Re: [PATCH v4 1/2] kernel: Implement selective syscall userspace redirection

From: Thomas Gleixner <tglx@linutronix.de>
To: Gabriel Krisman Bertazi <krisman@collabora.com>
Cc: linux-kernel@vger.kernel.org, kernel@collabora.com,
	willy@infradead.org, luto@kernel.org, gofmanp@gmail.com,
	keescook@chromium.org, linux-kselftest@vger.kernel.org,
	shuah@kernel.org, Gabriel Krisman Bertazi <krisman@collabora.com>
Subject: Re: [PATCH v4 1/2] kernel: Implement selective syscall userspace redirection
Date: Mon, 20 Jul 2020 12:08:47 +0200	[thread overview]
Message-ID: <87v9iimrbk.fsf@nanos.tec.linutronix.de> (raw)
In-Reply-To: <20200716193141.4068476-2-krisman@collabora.com>

Gabriel,

Gabriel Krisman Bertazi <krisman@collabora.com> writes:
> Introduce a mechanism to quickly disable/enable syscall handling for a
> specific process and redirect to userspace via SIGSYS.  This is useful
> for processes with parts that require syscall redirection and parts that
> don't, but who need to perform this boundary crossing really fast,
> without paying the cost of a system call to reconfigure syscall handling
> on each boundary transition.  This is particularly important for Windows
> games running over Wine.
>
> The proposed interface looks like this:
>
>   prctl(PR_SET_SYSCALL_USER_DISPATCH, <op>, <start_addr>, <end_addr>, [selector])
>
> The range [<start_addr>,<end_addr>] is a part of the process memory map
> that is allowed to by-pass the redirection code and dispatch syscalls
> directly, such that in fast paths a process doesn't need to disable the
> trap nor the kernel has to check the selector.  This is essential to
> return from SIGSYS to a blocked area without triggering another SIGSYS
> from rt_sigreturn.

Why isn't rt_sigreturn() exempt from that redirection in the first place?

> ---
>  arch/Kconfig                          | 20 ++++++
>  arch/x86/Kconfig                      |  1 +
>  arch/x86/entry/common.c               |  5 ++
>  arch/x86/include/asm/thread_info.h    |  4 +-
>  arch/x86/kernel/signal_compat.c       |  2 +-
>  fs/exec.c                             |  2 +
>  include/linux/sched.h                 |  3 +
>  include/linux/syscall_user_dispatch.h | 50 +++++++++++++++
>  include/uapi/asm-generic/siginfo.h    |  3 +-
>  include/uapi/linux/prctl.h            |  5 ++
>  kernel/Makefile                       |  1 +
>  kernel/fork.c                         |  1 +
>  kernel/sys.c                          |  5 ++
>  kernel/syscall_user_dispatch.c        | 92 +++++++++++++++++++++++++++

A big combo patch is not how we do that.
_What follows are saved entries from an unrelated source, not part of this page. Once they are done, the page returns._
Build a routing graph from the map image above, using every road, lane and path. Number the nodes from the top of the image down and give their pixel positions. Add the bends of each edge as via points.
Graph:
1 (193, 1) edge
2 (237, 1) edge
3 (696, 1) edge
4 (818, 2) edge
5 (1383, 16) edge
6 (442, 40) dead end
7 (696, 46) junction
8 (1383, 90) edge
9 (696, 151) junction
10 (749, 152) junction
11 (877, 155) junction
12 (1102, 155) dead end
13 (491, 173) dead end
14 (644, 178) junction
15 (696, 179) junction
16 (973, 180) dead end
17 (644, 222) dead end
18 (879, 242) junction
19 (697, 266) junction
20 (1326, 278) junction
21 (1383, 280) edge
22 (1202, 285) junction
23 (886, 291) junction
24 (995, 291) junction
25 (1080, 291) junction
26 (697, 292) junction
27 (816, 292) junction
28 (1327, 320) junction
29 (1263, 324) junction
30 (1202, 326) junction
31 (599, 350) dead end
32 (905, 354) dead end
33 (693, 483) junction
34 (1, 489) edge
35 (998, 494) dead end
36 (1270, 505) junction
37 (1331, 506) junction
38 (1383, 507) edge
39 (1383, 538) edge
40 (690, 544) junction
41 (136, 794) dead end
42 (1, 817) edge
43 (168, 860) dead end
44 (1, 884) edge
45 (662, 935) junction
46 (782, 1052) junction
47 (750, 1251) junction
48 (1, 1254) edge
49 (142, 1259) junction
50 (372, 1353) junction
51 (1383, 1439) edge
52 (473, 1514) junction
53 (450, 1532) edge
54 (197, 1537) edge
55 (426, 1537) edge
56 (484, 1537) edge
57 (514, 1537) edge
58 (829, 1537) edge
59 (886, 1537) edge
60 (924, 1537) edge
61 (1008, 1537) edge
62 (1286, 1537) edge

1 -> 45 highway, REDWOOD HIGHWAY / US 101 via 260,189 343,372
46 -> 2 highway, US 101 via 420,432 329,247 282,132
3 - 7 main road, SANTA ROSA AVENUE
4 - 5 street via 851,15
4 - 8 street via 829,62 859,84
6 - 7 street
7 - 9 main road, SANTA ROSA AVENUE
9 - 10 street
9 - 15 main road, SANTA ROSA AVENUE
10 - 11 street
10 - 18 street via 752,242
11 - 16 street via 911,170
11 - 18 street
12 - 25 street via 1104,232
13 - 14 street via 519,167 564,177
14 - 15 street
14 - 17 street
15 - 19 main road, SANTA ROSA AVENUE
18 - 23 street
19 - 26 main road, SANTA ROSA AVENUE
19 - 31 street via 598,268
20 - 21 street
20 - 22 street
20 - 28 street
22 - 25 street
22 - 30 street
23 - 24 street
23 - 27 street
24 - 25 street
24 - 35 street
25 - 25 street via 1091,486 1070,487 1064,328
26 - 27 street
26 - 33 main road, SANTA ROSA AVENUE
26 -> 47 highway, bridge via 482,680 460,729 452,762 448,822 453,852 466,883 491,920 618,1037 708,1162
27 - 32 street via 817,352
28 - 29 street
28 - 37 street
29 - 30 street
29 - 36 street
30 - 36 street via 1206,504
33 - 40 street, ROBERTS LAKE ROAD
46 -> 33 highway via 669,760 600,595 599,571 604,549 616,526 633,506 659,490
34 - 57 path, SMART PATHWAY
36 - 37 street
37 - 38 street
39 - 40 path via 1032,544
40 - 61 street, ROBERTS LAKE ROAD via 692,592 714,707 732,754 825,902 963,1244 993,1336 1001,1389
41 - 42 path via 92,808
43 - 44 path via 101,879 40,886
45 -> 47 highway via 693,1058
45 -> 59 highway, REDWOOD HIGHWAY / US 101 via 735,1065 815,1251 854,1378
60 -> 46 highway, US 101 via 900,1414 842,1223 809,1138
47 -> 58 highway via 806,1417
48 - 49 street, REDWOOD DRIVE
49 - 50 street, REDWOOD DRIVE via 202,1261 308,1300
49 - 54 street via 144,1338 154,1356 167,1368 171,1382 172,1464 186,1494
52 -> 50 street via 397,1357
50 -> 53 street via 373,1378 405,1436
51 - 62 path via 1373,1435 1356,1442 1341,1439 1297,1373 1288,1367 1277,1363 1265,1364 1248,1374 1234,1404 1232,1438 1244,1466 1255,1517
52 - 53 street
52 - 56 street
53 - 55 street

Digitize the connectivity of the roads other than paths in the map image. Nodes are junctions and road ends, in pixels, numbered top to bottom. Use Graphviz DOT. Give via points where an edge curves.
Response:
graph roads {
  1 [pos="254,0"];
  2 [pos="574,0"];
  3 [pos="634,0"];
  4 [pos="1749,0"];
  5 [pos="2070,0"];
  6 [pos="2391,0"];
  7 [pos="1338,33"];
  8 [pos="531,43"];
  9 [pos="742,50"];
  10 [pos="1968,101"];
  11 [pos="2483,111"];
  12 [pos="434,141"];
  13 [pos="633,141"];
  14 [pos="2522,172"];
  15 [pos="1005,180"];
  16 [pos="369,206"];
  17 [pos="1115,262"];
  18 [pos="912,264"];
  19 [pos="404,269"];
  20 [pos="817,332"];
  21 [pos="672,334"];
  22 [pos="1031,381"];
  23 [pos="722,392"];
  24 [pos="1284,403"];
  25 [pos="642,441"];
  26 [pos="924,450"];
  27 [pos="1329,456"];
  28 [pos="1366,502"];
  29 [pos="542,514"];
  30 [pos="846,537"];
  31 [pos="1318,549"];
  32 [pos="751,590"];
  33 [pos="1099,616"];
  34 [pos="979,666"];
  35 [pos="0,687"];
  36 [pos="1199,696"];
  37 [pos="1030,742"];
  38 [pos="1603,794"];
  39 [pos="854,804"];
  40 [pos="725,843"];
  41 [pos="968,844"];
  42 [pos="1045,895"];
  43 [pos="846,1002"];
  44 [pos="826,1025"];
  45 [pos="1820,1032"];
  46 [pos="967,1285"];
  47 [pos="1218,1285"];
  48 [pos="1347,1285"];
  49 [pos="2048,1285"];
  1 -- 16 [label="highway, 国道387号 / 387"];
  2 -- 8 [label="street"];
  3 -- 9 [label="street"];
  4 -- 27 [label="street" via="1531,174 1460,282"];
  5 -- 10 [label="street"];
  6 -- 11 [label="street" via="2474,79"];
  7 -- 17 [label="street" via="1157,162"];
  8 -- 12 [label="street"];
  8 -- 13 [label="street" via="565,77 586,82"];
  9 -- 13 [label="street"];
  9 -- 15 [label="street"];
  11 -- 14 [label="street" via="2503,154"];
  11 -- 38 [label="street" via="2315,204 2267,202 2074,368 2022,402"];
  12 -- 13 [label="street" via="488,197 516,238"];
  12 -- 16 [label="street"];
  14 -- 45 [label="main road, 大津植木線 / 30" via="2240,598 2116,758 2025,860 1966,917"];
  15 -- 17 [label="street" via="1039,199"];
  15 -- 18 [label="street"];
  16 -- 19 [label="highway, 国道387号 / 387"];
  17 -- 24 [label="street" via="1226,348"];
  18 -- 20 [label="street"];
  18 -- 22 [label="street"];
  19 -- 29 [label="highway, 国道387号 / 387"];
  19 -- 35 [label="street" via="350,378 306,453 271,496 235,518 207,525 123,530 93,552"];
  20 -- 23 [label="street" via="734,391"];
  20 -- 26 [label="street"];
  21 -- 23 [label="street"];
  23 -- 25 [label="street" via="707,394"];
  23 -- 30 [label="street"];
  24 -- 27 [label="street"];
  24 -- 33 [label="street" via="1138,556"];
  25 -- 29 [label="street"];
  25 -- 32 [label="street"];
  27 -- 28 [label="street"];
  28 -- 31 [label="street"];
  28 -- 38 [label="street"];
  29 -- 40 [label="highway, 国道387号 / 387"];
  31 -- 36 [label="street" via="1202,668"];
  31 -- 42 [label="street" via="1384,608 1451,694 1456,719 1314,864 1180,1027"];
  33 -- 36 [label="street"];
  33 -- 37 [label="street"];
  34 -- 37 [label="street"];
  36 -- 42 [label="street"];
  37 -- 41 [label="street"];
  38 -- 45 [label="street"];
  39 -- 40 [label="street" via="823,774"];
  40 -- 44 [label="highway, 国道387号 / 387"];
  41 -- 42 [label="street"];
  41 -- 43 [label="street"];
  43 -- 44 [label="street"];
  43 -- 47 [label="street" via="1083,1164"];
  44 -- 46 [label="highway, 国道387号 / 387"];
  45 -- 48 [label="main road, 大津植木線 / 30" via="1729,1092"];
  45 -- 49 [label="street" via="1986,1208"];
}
Please split it up into the
core part and a patch enabling it for a particular architexture.

As I said in my reply to Andy, this wants to go on top of the generic
entry/exit work stuff:

  https://lore.kernel.org/r/20200716182208.180916541@linutronix.de

and then syscall_user_dispatch.c ends up in kernel/entry/ and the
dispatching function is not exposed outside of that directory.

I'm going to post a new version later today. Will cc you.

> --- a/arch/x86/include/asm/thread_info.h
> +++ b/arch/x86/include/asm/thread_info.h
> @@ -93,6 +93,7 @@ struct thread_info {
>  #define TIF_NOTSC		16	/* TSC is not accessible in userland */
>  #define TIF_IA32		17	/* IA32 compatibility process */
>  #define TIF_SLD			18	/* Restore split lock detection on context switch */
> +#define TIF_SYSCALL_USER_DISPATCH 19	/* Redirect syscall for userspace handling */

There are two other things out there which compete about the last TIF
bits on x86, so we need to clean that up first.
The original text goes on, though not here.